En el crucial diálogo telefónico entre Macri y Alberto, que comenzó a cambiar el peligroso rumbo de la crisis, el candidato ganador le aconsejó al Presidente una revisión de su gabinete. Hablaba, entre otros, de Nicolás Dujovne. Macri no rechazó ninguna idea, pero esperaba estabilizar la economía. Dujovne hizo trascender que quería irse. ¿Para qué retenerlo? En septiembre pasado, Macri le ofreció ese ministerio a Carlos Melconian, pero este necesitaba un tiempo que el Presidente no tenía. Dujovne operó entonces ante el Fondo Monetario para que le pidiera a Macri su permanencia. Hernán Lacunza, su reemplazante, es un economista eficiente y una persona con un sentido más cabal de la lealtad. Un diálogo previo fue clave: el del propio Alberto con el presidente del Banco Central, Guido Sandleris, un funcionario que tiene relación desde los años universitarios con Axel Kicillof y con quien fue su segundo en la cartera económica, Emmanuel Álvarez Agis. El propio Alberto tiene buen concepto de Sandleris. El jefe de la conducción monetaria llamó al candidato que ganó para describirle la situación. Las reservas están para pagar deuda o para frenar la escalada del dólar. No hay recursos para las dos cosas. El Banco Central fue austero en el uso de reservas frente a semejante corrida cambiaria. No había manera de frenar la escalada del dólar solo con dólares. El aumento extravagante del riesgo país y la caída de bonos y acciones argentinas impulsaban una huida de bonistas y ahorristas del peso hacia el dólar. La crisis necesitaba una respuesta política, no monetaria.
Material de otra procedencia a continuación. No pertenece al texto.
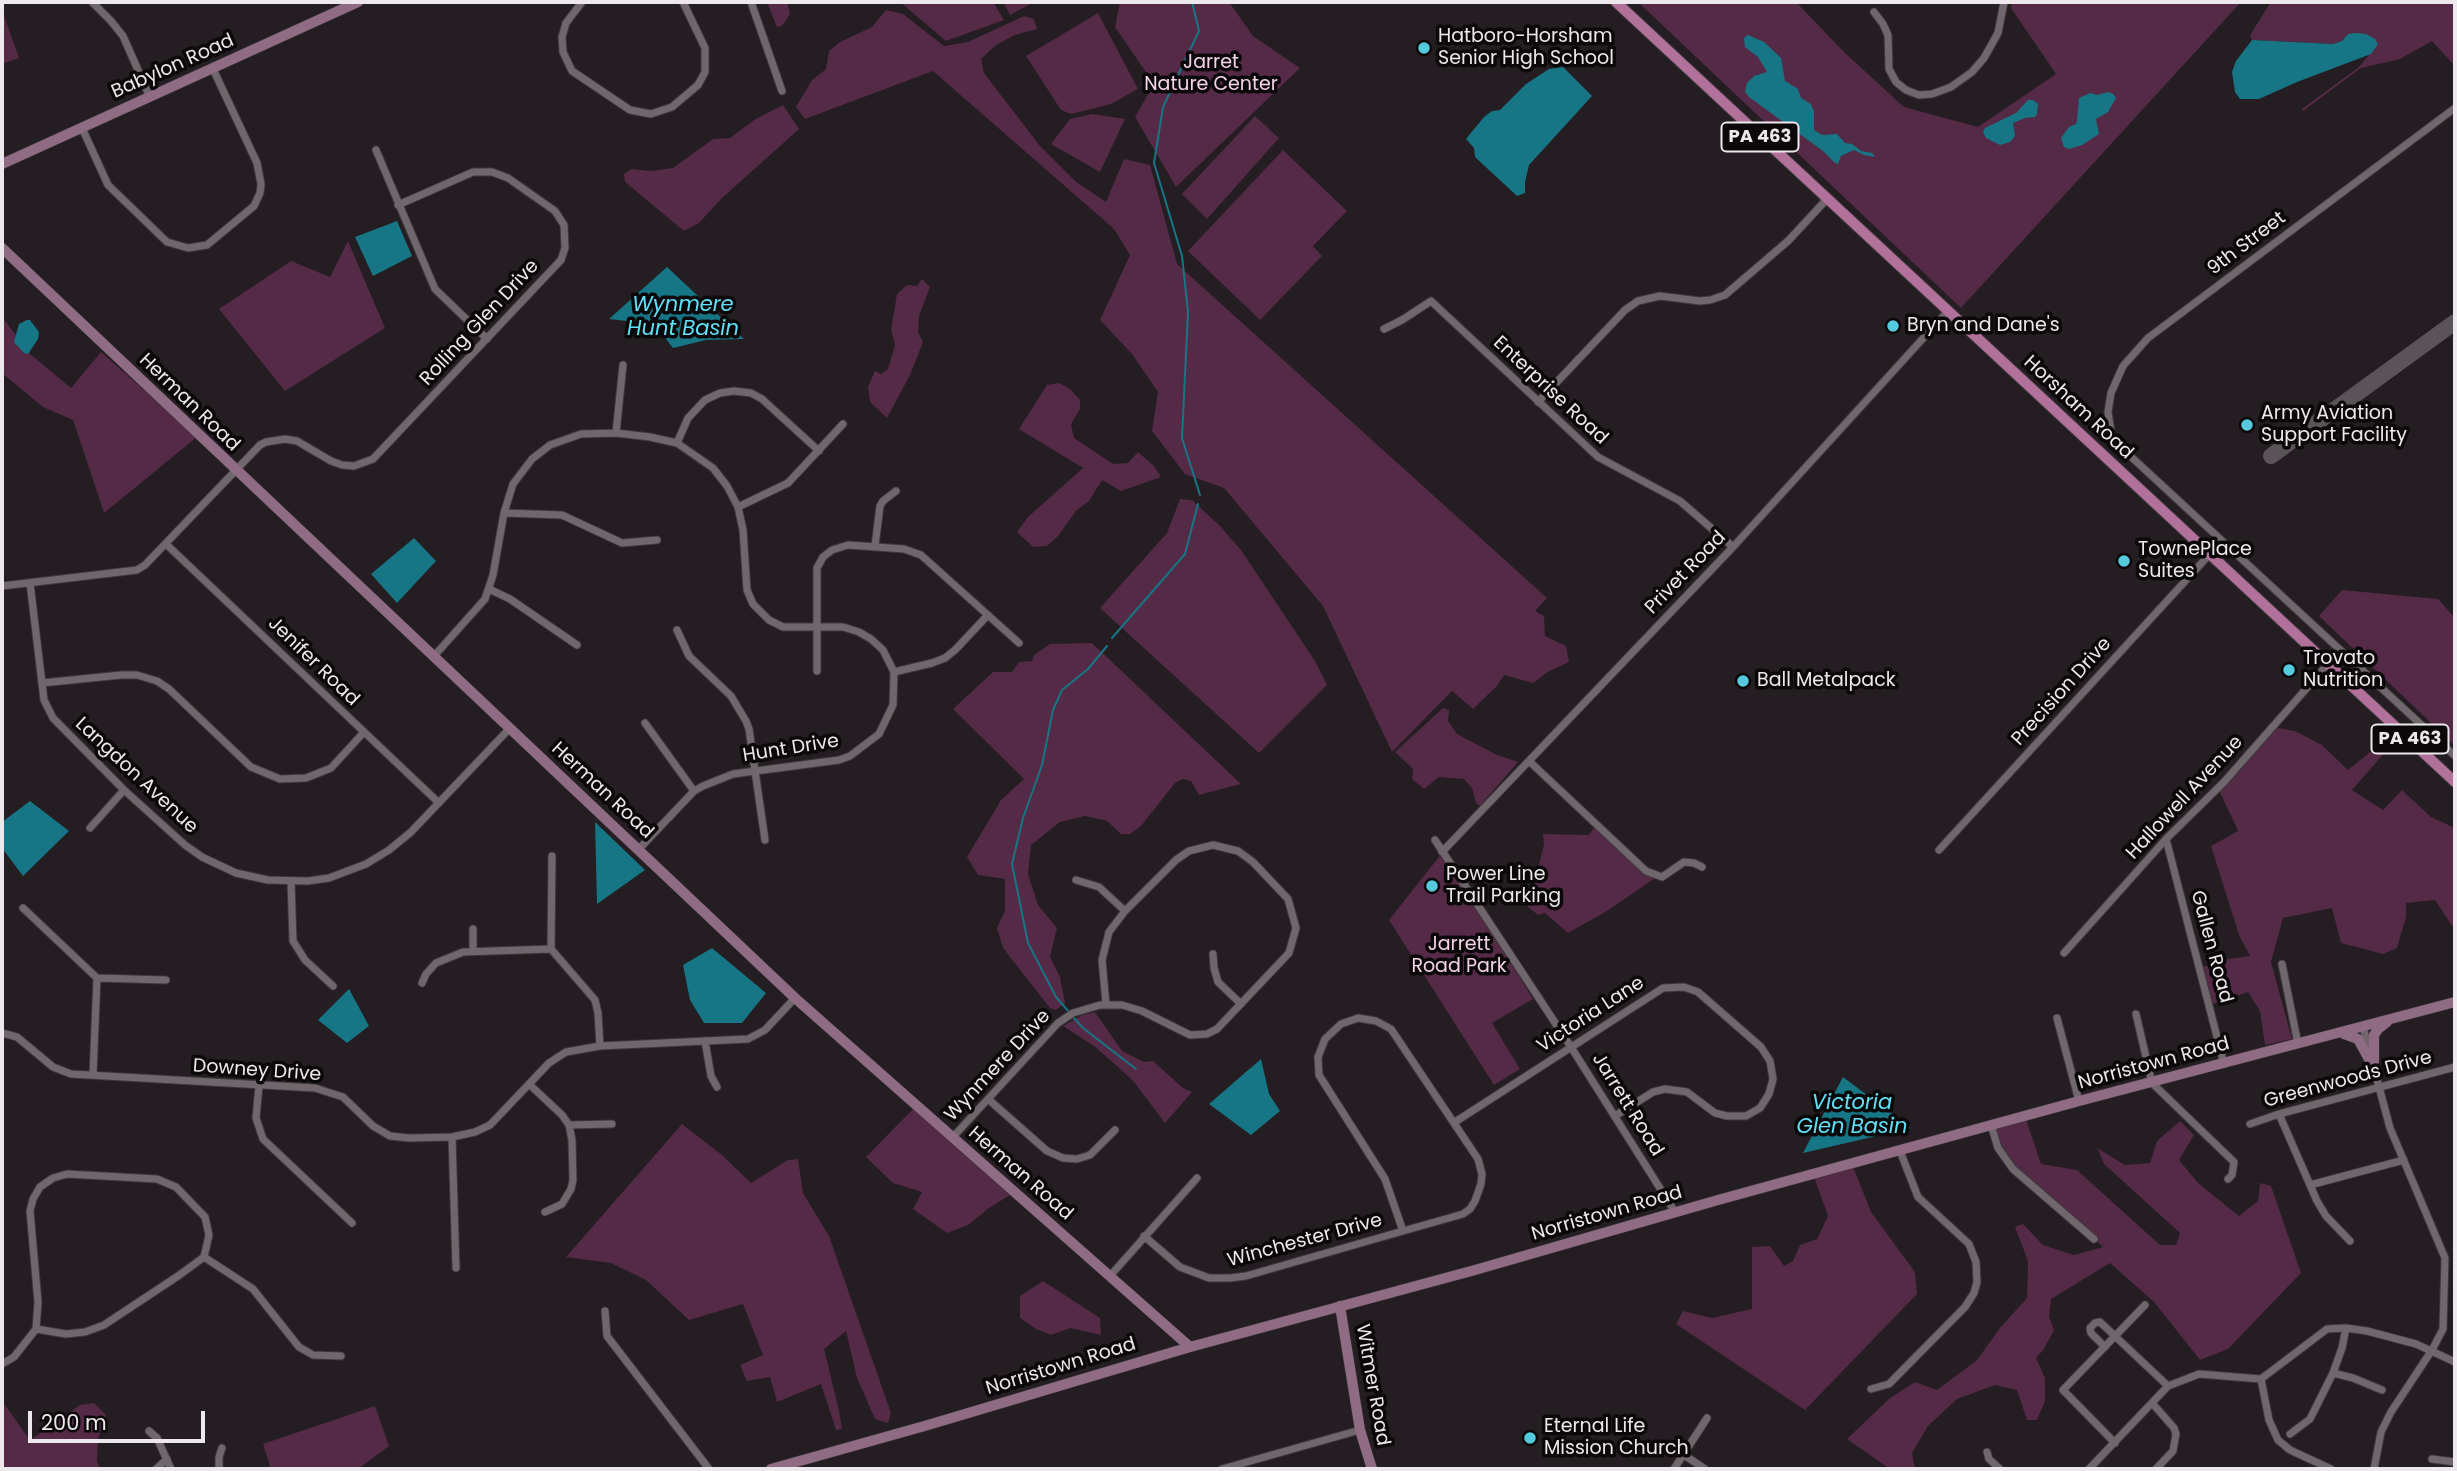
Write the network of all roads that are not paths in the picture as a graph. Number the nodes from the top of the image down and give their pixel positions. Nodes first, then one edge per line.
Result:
1 (92, 2) edge
2 (358, 2) edge
3 (582, 2) edge
4 (684, 2) edge
5 (751, 2) edge
6 (1616, 2) edge
7 (2004, 2) edge
8 (1874, 12) dead end
9 (213, 69) junction
10 (782, 91) dead end
11 (150, 97) junction
12 (2455, 108) edge
13 (82, 128) junction
14 (376, 150) dead end
15 (2, 164) edge
16 (1827, 199) junction
17 (398, 205) junction
18 (2, 248) edge
19 (1948, 311) junction
20 (1384, 328) dead end
21 (487, 339) junction
22 (623, 365) dead end
23 (1538, 402) junction
24 (843, 424) dead end
25 (616, 433) junction
26 (677, 443) junction
27 (819, 451) junction
28 (236, 471) junction
29 (897, 491) dead end
30 (738, 507) junction
31 (504, 513) junction
32 (657, 540) dead end
33 (166, 544) junction
34 (875, 546) junction
35 (1733, 547) junction
36 (2209, 555) junction
37 (30, 583) junction
38 (2, 586) edge
39 (489, 589) junction
40 (988, 615) junction
41 (819, 628) junction
42 (677, 630) dead end
43 (1019, 643) dead end
44 (577, 645) dead end
45 (435, 655) junction
46 (2328, 664) junction
47 (817, 671) dead end
48 (894, 672) junction
49 (43, 682) junction
50 (645, 723) dead end
51 (510, 728) junction
52 (364, 732) junction
53 (2455, 756) edge
54 (1530, 761) junction
55 (756, 771) junction
56 (2455, 782) edge
57 (124, 790) junction
58 (694, 791) junction
59 (439, 803) junction
60 (90, 828) dead end
61 (2166, 839) junction
62 (765, 840) dead end
63 (1435, 840) dead end
64 (639, 849) junction
65 (1938, 850) dead end
66 (1442, 852) junction
67 (552, 856) dead end
68 (1702, 867) dead end
69 (1076, 880) dead end
70 (291, 881) junction
71 (23, 908) dead end
72 (1125, 911) junction
73 (473, 929) dead end
74 (551, 949) junction
75 (473, 950) junction
76 (2064, 953) dead end
77 (1213, 954) dead end
78 (2282, 964) dead end
79 (97, 978) junction
80 (166, 980) dead end
81 (422, 983) dead end
82 (332, 986) dead end
83 (795, 998) junction
84 (2455, 1002) edge
85 (1107, 1004) junction
86 (1241, 1004) junction
87 (2136, 1014) dead end
88 (2057, 1018) dead end
89 (2390, 1020) junction
90 (2363, 1027) junction
91 (2, 1033) edge
92 (2333, 1035) junction
93 (705, 1041) junction
94 (2298, 1044) junction
95 (600, 1046) junction
96 (1571, 1046) junction
97 (2224, 1064) junction
98 (2455, 1067) edge
99 (2374, 1068) junction
100 (93, 1075) junction
101 (2152, 1083) junction
102 (529, 1084) junction
103 (259, 1086) junction
104 (718, 1087) dead end
105 (2379, 1087) junction
106 (988, 1099) junction
107 (2079, 1101) junction
108 (2279, 1114) junction
109 (1615, 1116) junction
110 (1455, 1122) junction
111 (612, 1124) dead end
112 (2250, 1124) dead end
113 (569, 1125) junction
114 (1991, 1125) junction
115 (1115, 1130) dead end
116 (452, 1137) junction
117 (952, 1138) junction
118 (1900, 1151) junction
119 (2404, 1160) junction
120 (1197, 1178) dead end
121 (2228, 1179) dead end
122 (2310, 1185) junction
123 (545, 1212) dead end
124 (1675, 1212) junction
125 (352, 1223) dead end
126 (1403, 1231) junction
127 (1144, 1236) junction
128 (2094, 1240) dead end
129 (2350, 1241) dead end
130 (204, 1257) junction
131 (2445, 1258) junction
132 (2455, 1258) edge
133 (456, 1268) dead end
134 (1110, 1276) junction
135 (2145, 1305) dead end
136 (1340, 1306) junction
137 (605, 1311) dead end
138 (2346, 1328) junction
139 (36, 1329) junction
140 (2115, 1336) junction
141 (2105, 1346) junction
142 (1190, 1347) junction
143 (2432, 1350) junction
144 (341, 1356) dead end
145 (2455, 1362) edge
146 (2, 1364) edge
147 (2333, 1373) junction
148 (2261, 1379) junction
149 (2168, 1386) junction
150 (1871, 1389) dead end
151 (2382, 1390) dead end
152 (2153, 1404) junction
153 (1707, 1418) dead end
154 (1360, 1430) junction
155 (149, 1431) dead end
156 (2291, 1434) dead end
157 (2115, 1443) junction
158 (222, 1448) dead end
159 (1987, 1452) dead end
160 (1684, 1455) junction
161 (166, 1459) junction
162 (2432, 1459) dead end
163 (2455, 1462) edge
164 (156, 1469) edge
165 (171, 1469) edge
166 (219, 1469) edge
167 (709, 1469) edge
168 (771, 1469) edge
169 (1222, 1469) edge
170 (1372, 1469) edge
171 (1674, 1469) edge
172 (1705, 1469) edge
173 (2000, 1469) edge
174 (2089, 1469) edge
175 (2156, 1469) edge
176 (2330, 1469) edge
177 (2374, 1469) edge

1 - 11 street
2 - 9 street, Babylon Road
3 - 4 street
5 - 10 street
6 - 16 main road, Horsham Road / PA 463
7 - 8 street
9 - 11 street, Babylon Road
9 - 13 street
11 - 13 street, Babylon Road
12 - 53 street, 9th Street
13 - 15 street, Babylon Road
14 - 17 street
16 - 19 main road, Horsham Road / PA 463
16 - 23 street
17 - 21 street
17 - 21 street, Rolling Glen Drive
18 - 28 street, Herman Road
19 - 35 street, Privet Road
19 - 36 main road, Horsham Road / PA 463
20 - 23 street, Enterprise Road
21 - 28 street, Rolling Glen Drive
22 - 25 street
23 - 35 street, Enterprise Road
24 - 27 street
25 - 26 street
25 - 31 street
26 - 27 street
26 - 30 street
27 - 30 street
28 - 33 street, Rolling Glen Drive
28 - 45 street, Herman Road
29 - 34 street
30 - 41 street
31 - 32 street
31 - 39 street
33 - 37 street, Rolling Glen Drive
33 - 52 street, Jenifer Road
34 - 40 street
34 - 41 street
35 - 54 street, Privet Road
36 - 46 main road, Horsham Road / PA 463
36 - 65 street, Precision Drive
37 - 38 street, Rolling Glen Drive
37 - 49 street, Langdon Avenue
39 - 44 street
39 - 45 street
40 - 43 street
40 - 48 street
41 - 47 street
41 - 48 street
42 - 55 street
45 - 51 street, Herman Road
46 - 56 main road, Horsham Road / PA 463
46 - 61 street, Hallowell Avenue
48 - 55 street, Hunt Drive
49 - 52 street
49 - 57 street, Langdon Avenue
50 - 58 street
51 - 59 street, Langdon Avenue
51 - 64 street, Herman Road
52 - 59 street, Jenifer Road
54 - 66 street, Privet Road
54 - 68 street
55 - 58 street, Hunt Drive
55 - 62 street
57 - 60 street
57 - 70 street, Langdon Avenue
58 - 64 street, Hunt Drive
59 - 70 street, Langdon Avenue
61 - 76 street, Hallowell Avenue
61 - 97 street, Gallen Road
63 - 66 street, Jarrett Road
64 - 83 street, Herman Road
66 - 96 street, Jarrett Road
67 - 74 street
69 - 72 street
70 - 82 street
71 - 79 street
72 - 85 street, Wynmere Drive
72 - 86 street, Wynmere Drive
73 - 75 street
74 - 75 street
74 - 95 street
75 - 81 street
77 - 86 street
78 - 94 street
79 - 80 street
79 - 100 street
83 - 93 street, Downey Drive
83 - 117 street, Herman Road
84 - 89 street, Norristown Road
85 - 86 street, Wynmere Drive
85 - 106 street, Wynmere Drive
87 - 101 street
88 - 107 street
89 - 90 street, Norristown Road
89 - 99 street
90 - 92 street, Norristown Road
90 - 99 street
91 - 100 street, Downey Drive
92 - 94 street, Norristown Road
92 - 99 street
93 - 95 street, Downey Drive
93 - 104 street
94 - 97 street, Norristown Road
95 - 102 street, Downey Drive
96 - 109 street, Jarrett Road
96 - 109 street, Victoria Lane
96 - 110 street, Victoria Lane
97 - 101 street, Norristown Road
98 - 105 street, Greenwoods Drive
99 - 105 street
100 - 103 street, Downey Drive
101 - 107 street, Norristown Road
101 - 121 street
102 - 113 street
102 - 116 street, Downey Drive
103 - 116 street, Downey Drive
103 - 125 street
105 - 108 street, Greenwoods Drive
105 - 119 street
106 - 115 street
106 - 117 street, Wynmere Drive
107 - 114 street, Norristown Road
108 - 112 street, Greenwoods Drive
108 - 122 street
109 - 124 street, Jarrett Road
110 - 126 street, Winchester Drive
110 - 126 street, Winchester Drive
111 - 113 street
113 - 123 street
114 - 118 street, Norristown Road
114 - 128 street
116 - 133 street
117 - 134 street, Herman Road
118 - 124 street, Norristown Road
118 - 150 street
119 - 122 street
119 - 131 street
120 - 127 street
122 - 129 street
124 - 136 street, Norristown Road
126 - 127 street, Winchester Drive
127 - 134 street
130 - 139 street
130 - 139 street
130 - 144 street
131 - 132 street
131 - 143 street
134 - 142 street, Herman Road
135 - 140 street
136 - 142 street, Norristown Road
136 - 154 street, Witmer Road
137 - 167 street
138 - 143 street
138 - 147 street
138 - 148 street
139 - 146 street
140 - 141 street
140 - 141 street
140 - 149 street
141 - 157 street
142 - 168 street, Norristown Road
143 - 145 street
143 - 177 street
147 - 151 street
147 - 156 street
148 - 149 street
148 - 176 street
149 - 152 street
152 - 157 street
152 - 175 street
153 - 160 street
154 - 169 street
154 - 170 street, Witmer Road
155 - 161 street
157 - 174 street
158 - 166 street
159 - 173 street
160 - 171 street
160 - 172 street
161 - 164 street
161 - 165 street
162 - 163 street

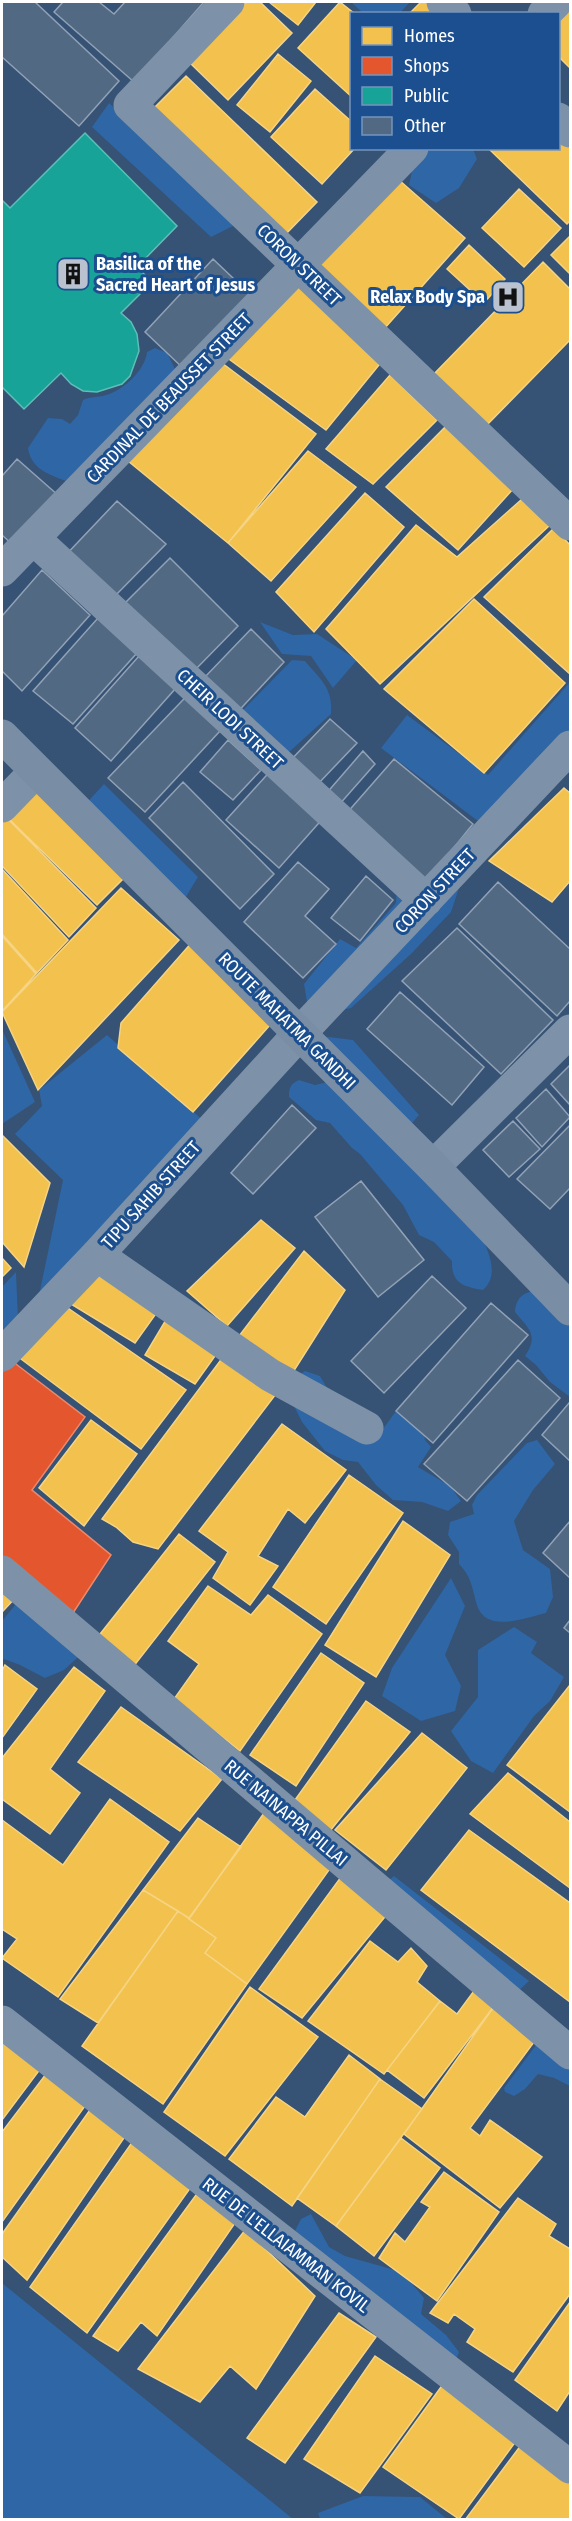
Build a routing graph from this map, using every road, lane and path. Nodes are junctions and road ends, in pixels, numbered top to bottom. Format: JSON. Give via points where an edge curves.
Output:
{"nodes":[{"id":1,"x":228,"y":2,"type":"edge"},
{"id":2,"x":410,"y":150,"type":"edge"},
{"id":3,"x":298,"y":264,"type":"junction"},
{"id":4,"x":570,"y":524,"type":"edge"},
{"id":5,"x":33,"y":538,"type":"junction"},
{"id":6,"x":2,"y":570,"type":"edge"},
{"id":7,"x":2,"y":736,"type":"edge"},
{"id":8,"x":570,"y":747,"type":"edge"},
{"id":9,"x":36,"y":771,"type":"junction"},
{"id":10,"x":2,"y":806,"type":"edge"},
{"id":11,"x":426,"y":900,"type":"junction"},
{"id":12,"x":570,"y":1031,"type":"edge"},
{"id":13,"x":299,"y":1034,"type":"junction"},
{"id":14,"x":433,"y":1167,"type":"junction"},
{"id":15,"x":97,"y":1255,"type":"junction"},
{"id":16,"x":570,"y":1310,"type":"edge"},
{"id":17,"x":2,"y":1355,"type":"edge"},
{"id":18,"x":367,"y":1428,"type":"dead end"},
{"id":19,"x":2,"y":1572,"type":"edge"},
{"id":20,"x":2,"y":2022,"type":"edge"},
{"id":21,"x":570,"y":2053,"type":"edge"},
{"id":22,"x":570,"y":2467,"type":"edge"}],
"edges":[{"from":1,"to":3,"type":"street","name":"CORON STREET","via":[[130,105]]},
{"from":2,"to":3,"type":"street","name":"CARDINAL DE BEAUSSET STREET"},
{"from":3,"to":4,"type":"street","name":"CORON STREET"},
{"from":3,"to":5,"type":"street","name":"CARDINAL DE BEAUSSET STREET"},
{"from":5,"to":6,"type":"street","name":"CARDINAL DE BEAUSSET STREET"},
{"from":5,"to":11,"type":"street","name":"CHEIR LODI STREET"},
{"from":7,"to":9,"type":"street","name":"ROUTE MAHATMA GANDHI"},
{"from":8,"to":11,"type":"street","name":"CORON STREET"},
{"from":9,"to":10,"type":"street"},
{"from":9,"to":13,"type":"street","name":"ROUTE MAHATMA GANDHI"},
{"from":11,"to":13,"type":"street","name":"CORON STREET"},
{"from":12,"to":14,"type":"street"},
{"from":13,"to":14,"type":"street","name":"ROUTE MAHATMA GANDHI"},
{"from":13,"to":15,"type":"street","name":"TIPU SAHIB STREET"},
{"from":14,"to":16,"type":"street","name":"ROUTE MAHATMA GANDHI"},
{"from":15,"to":17,"type":"street","name":"TIPU SAHIB STREET"},
{"from":15,"to":18,"type":"street","via":[[270,1375]]},
{"from":19,"to":21,"type":"street","name":"RUE NAINAPPA PILLAI"},
{"from":20,"to":22,"type":"street","name":"RUE DE L'ELLAIAMMAN KOVIL"}]}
Cristina calla. A veces, habla en reserva. Cerca suyo se aseguró que le dijo a Kicillof que no hiciera declaraciones sobre la política económica nacional. Esas cuestiones son de Alberto, lo frenó. Sabe que su estrategia dejó tambaleando a Macri. En verdad, el único consejo que recibió para reconciliarse con Alberto provino de Juan Cabandié. “Creo que tenés que escucharlo a Alberto”, le sugirió. Ella aceptó la idea y lo llamó a quien fue su jefe de Gabinete durante ocho meses y con quien estaba distanciada desde hacía casi diez años. Cristina y Alberto Fernández confiaron entonces en Cabandié como único intermediario entre ellos hasta que se vieran personalmente. “Esa es la historia. Todas las otras versiones son pura fantasía”, les advirtió Alberto a sus colaboradores. Curtida medidora de relación de fuerzas, Cristina sabe que Alberto le acercó 14 gobernadores peronistas cuando ella tenía solo tres. También fue Alberto el que enhebró un acuerdo con la CGT. Si en octubre se repitiera la elección del domingo pasado, La Cámpora tendrá la mitad de diputados nacionales que tiene ahora. La mayoría de los diputados responderán a los gobernadores.
Alberto adoptó otro perro porque cree que vivirá en Olivos desde diciembre. El nuevo perro no tendría lugar en el departamento donde vive ahora. Macri está seguro de que todavía puede esquivar la derrota definitiva, la muerte súbita en octubre. Uno cree que ya ha ganado; el otro cree que todavía no ha perdido. El día sueco no resolvió todo.